McKibben wants to see an independent regulatory body in which bodies
like Alcohol Concern can be involved. ’We want pre-vetting, licensing of
products before they are launched and meaningful sanctions. That some
retailers have withdrawn them (The Co-op and Iceland) reflects their
lack of faith in the voluntary code.’
Dr Cameron believes the debate about increased regulation is not the
central issue. He says the industry needs to face up to who is drinking
its products.’At the moment, we have a situation of collusive lying
where nobody dare admit the truth. Self-regulation has not worked but it
is not meant to. The Portman Group is a publicly acceptable fall guy.
The future for alcopops is undoubtedly going to be tougher. Sales in
this pounds 350m sector are slowing and only the strongest brands are
managing to get shelf space at the big multiples. Their future depends
on more responsible, honest marketing.
The alcopops debate has lifted the lid on increased underage drinking,
but it should not be allowed to hog the limelight.
Blaming the increase in juvenile drinking on one alcoholic product is
simplistic and naive, especially when there is little evidence to
suggest that they are making the problem any worse.
Regulator gets tough
The Portman Group’s revised code, released this week, features tough new
measures to stop manufacturers targeting underage drinkers. It will:
- Alert retailers of products which contravene the code, requesting that
they de-list them in a specified time frame.

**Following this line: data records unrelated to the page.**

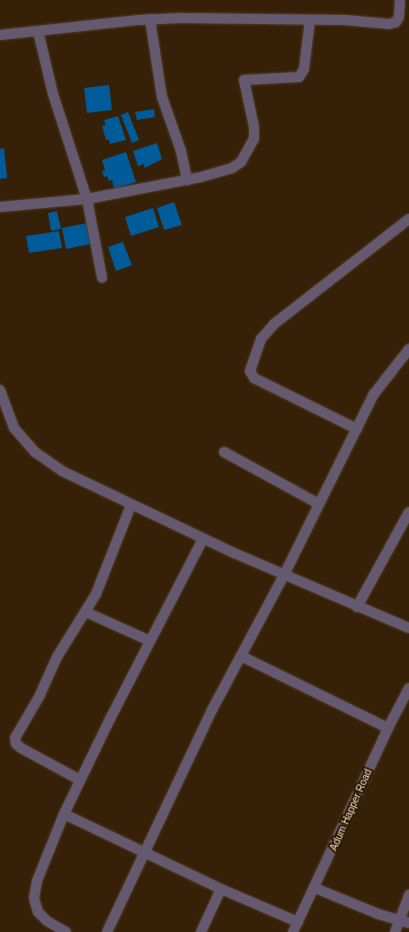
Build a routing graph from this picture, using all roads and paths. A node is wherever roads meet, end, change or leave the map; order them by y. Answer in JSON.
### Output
{"nodes":[{"id":1,"x":400,"y":0,"type":"edge"},
{"id":2,"x":150,"y":20,"type":"junction"},
{"id":3,"x":310,"y":20,"type":"junction"},
{"id":4,"x":38,"y":31,"type":"junction"},
{"id":5,"x":0,"y":35,"type":"edge"},
{"id":6,"x":187,"y":180,"type":"junction"},
{"id":7,"x":87,"y":199,"type":"junction"},
{"id":8,"x":0,"y":207,"type":"edge"},
{"id":9,"x":409,"y":219,"type":"edge"},
{"id":10,"x":102,"y":278,"type":"dead end"},
{"id":11,"x":409,"y":349,"type":"edge"},
{"id":12,"x":0,"y":394,"type":"edge"},
{"id":13,"x":357,"y":429,"type":"junction"},
{"id":14,"x":224,"y":452,"type":"dead end"},
{"id":15,"x":319,"y":504,"type":"junction"},
{"id":16,"x":131,"y":505,"type":"junction"},
{"id":17,"x":409,"y":512,"type":"edge"},
{"id":18,"x":203,"y":539,"type":"junction"},
{"id":19,"x":284,"y":575,"type":"junction"},
{"id":20,"x":357,"y":607,"type":"junction"},
{"id":21,"x":86,"y":612,"type":"junction"},
{"id":22,"x":409,"y":628,"type":"edge"},
{"id":23,"x":150,"y":641,"type":"junction"},
{"id":24,"x":241,"y":656,"type":"junction"},
{"id":25,"x":409,"y":688,"type":"edge"},
{"id":26,"x":405,"y":705,"type":"edge"},
{"id":27,"x":388,"y":728,"type":"junction"},
{"id":28,"x":80,"y":780,"type":"junction"},
{"id":29,"x":64,"y":814,"type":"junction"},
{"id":30,"x":144,"y":851,"type":"junction"},
{"id":31,"x":316,"y":888,"type":"junction"},
{"id":32,"x":221,"y":889,"type":"junction"},
{"id":33,"x":409,"y":895,"type":"edge"},
{"id":34,"x":298,"y":922,"type":"junction"},
{"id":35,"x":405,"y":922,"type":"edge"},
{"id":36,"x":66,"y":932,"type":"edge"},
{"id":37,"x":107,"y":932,"type":"edge"},
{"id":38,"x":201,"y":932,"type":"edge"},
{"id":39,"x":294,"y":932,"type":"edge"},
{"id":40,"x":395,"y":932,"type":"edge"}],
"edges":[{"from":1,"to":3,"type":"street"},
{"from":2,"to":3,"type":"street"},
{"from":2,"to":4,"type":"street"},
{"from":2,"to":6,"type":"street"},
{"from":3,"to":6,"type":"street"},
{"from":4,"to":5,"type":"street"},
{"from":4,"to":7,"type":"street"},
{"from":6,"to":7,"type":"street"},
{"from":7,"to":8,"type":"street"},
{"from":7,"to":10,"type":"street"},
{"from":9,"to":13,"type":"street"},
{"from":11,"to":13,"type":"street"},
{"from":12,"to":16,"type":"street"},
{"from":13,"to":15,"type":"street"},
{"from":14,"to":15,"type":"street"},
{"from":15,"to":19,"type":"street"},
{"from":16,"to":18,"type":"street"},
{"from":16,"to":21,"type":"street"},
{"from":17,"to":20,"type":"street"},
{"from":18,"to":19,"type":"street"},
{"from":18,"to":23,"type":"street"},
{"from":19,"to":20,"type":"street"},
{"from":19,"to":24,"type":"street"},
{"from":20,"to":22,"type":"street"},
{"from":21,"to":23,"type":"street"},
{"from":21,"to":28,"type":"street"},
{"from":23,"to":28,"type":"street"},
{"from":24,"to":27,"type":"street"},
{"from":24,"to":30,"type":"street"},
{"from":25,"to":26,"type":"street","name":"Adum Happer Road"},
{"from":26,"to":27,"type":"street","name":"Adum Happer Road"},
{"from":27,"to":31,"type":"street","name":"Adum Happer Road"},
{"from":28,"to":29,"type":"street"},
{"from":29,"to":30,"type":"street"},
{"from":29,"to":36,"type":"street"},
{"from":30,"to":32,"type":"street"},
{"from":30,"to":37,"type":"street"},
{"from":31,"to":34,"type":"street","name":"Adum Happer Road"},
{"from":31,"to":35,"type":"street"},
{"from":32,"to":34,"type":"street"},
{"from":32,"to":38,"type":"street"},
{"from":33,"to":35,"type":"street"},
{"from":34,"to":39,"type":"street","name":"Adum Happer Road"},
{"from":35,"to":40,"type":"street"}]}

- Report non-complying retailers to the alcohol licencing
- Ask drinks manufacturers to consult The Portman Group prior to launch
for advice on packaging and targeting.
- Ask retailers to require proof that manufacturers have been to The
Portman Group for advice before launch.
Five brands have been withdrawn following complaints to The Portman
Group. They are:
Barking Frog (Allied Domecq)
Space Doubt (Split Drinks Company)
WKD Red (Beverage Brands)
Vixen (Cott Europe)
Sainsbury’s own-label alco-lemonade
Other companies have agreed to rename or repackage their brands. They
WKD (Beverage Brands)
Moo (Specialty Brands)
Raw Passion (Welsh Distillers)
Wild Brew (Whitbread).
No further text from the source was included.